Uber’s Self-Driving Truck Made a Historic 193-km Beer Run

Uber made history last week when a beer-filled self-driving truck completed the first commercial cargo run.

On Thursday, the truck left Fort Collins, Colorado at 1 a.m. and drove itself 193 kilometres on I-25 to Colorado Springs (a two-hour drive) with two thousand cases (50,000 cans) of Budweiser beer in tow.

The truck — a Volvo big rig equipped with dozens of cameras and sensors — maintained an average speed of 55 mph throughout the trip.

The truck features two cameras for lane detection, a LIDAR sensor to create a 3D environment, two front-facing radar sensors to detect obstacles and other vehicles, and a GPS sensor to help pinpoint the truck’s location. A driver was also on board to assist with getting on and off the interstate exit ramps, but moved backseat with a group of transportation officials.

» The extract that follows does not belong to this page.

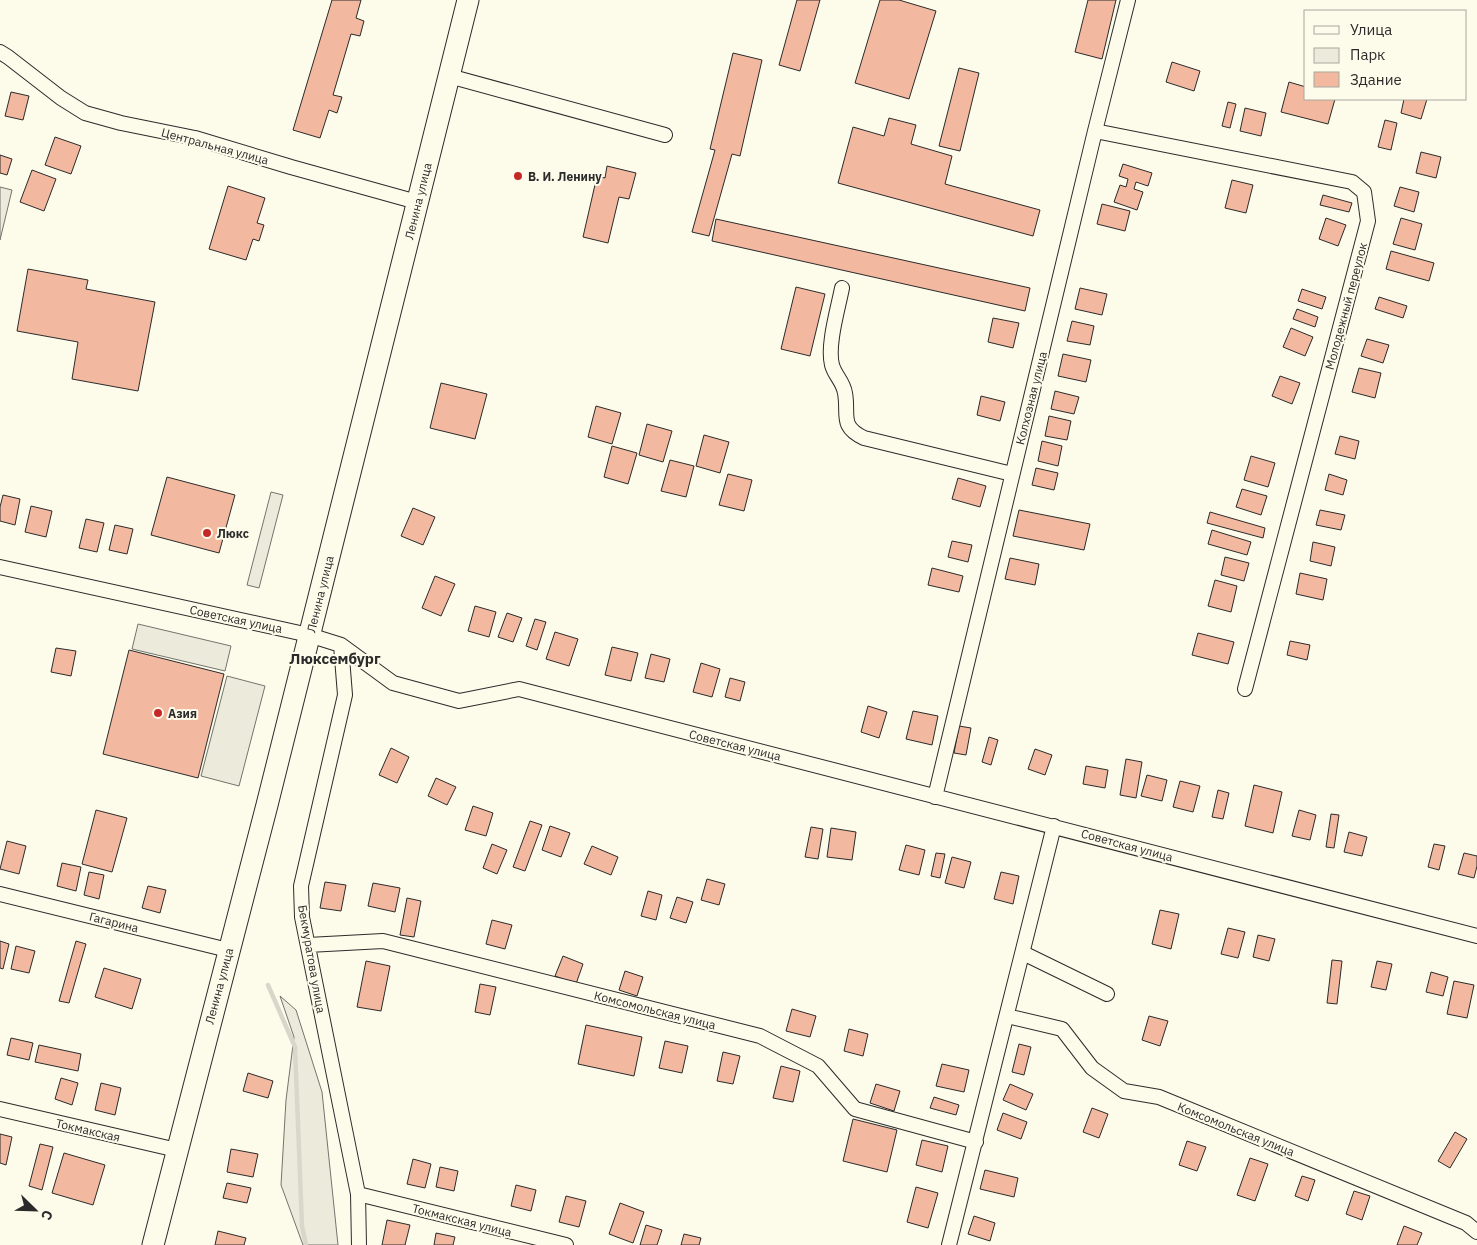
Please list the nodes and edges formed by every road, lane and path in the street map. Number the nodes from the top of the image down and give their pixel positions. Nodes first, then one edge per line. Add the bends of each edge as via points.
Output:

Budweiser paid Otto – a company acquired by Uber in August – to deliver the cases of beer to test the technology’s commercial uses.

self-driving-truck

Image: Wired

Of course, they didn’t just stock the trailer of the truck with beer and send it on its way.

To prep, Otto sent a team and trucks to Colorado to start mapping out the roads before adding dummy trailers filled with dummy beer for road testing. After studying traffic patterns, the company determined that the best time for the shipment run was 1 a.m.

The historic beer run marks only the beginning for the company – and others that will come.

self-driving-truck

Image: Wired

Instead of building new self-driving vehicles, Otto is designing a system that can be retrofitted onto a variety of existing trucks. Like any new technology, there’s a lot of work that needs to be done in making it more efficient (each trip can’t take weeks to map out and prepare for, or it defeats the whole purpose).

But, it won’t go anywhere anytime soon. The sad reality is that before we know it, we won’t have a need for real-life truck drivers. Or, bus drivers most likely, for that matter.

So, prepare yourself for that inevitable day when you find yourself driving alongside a truck without a driver.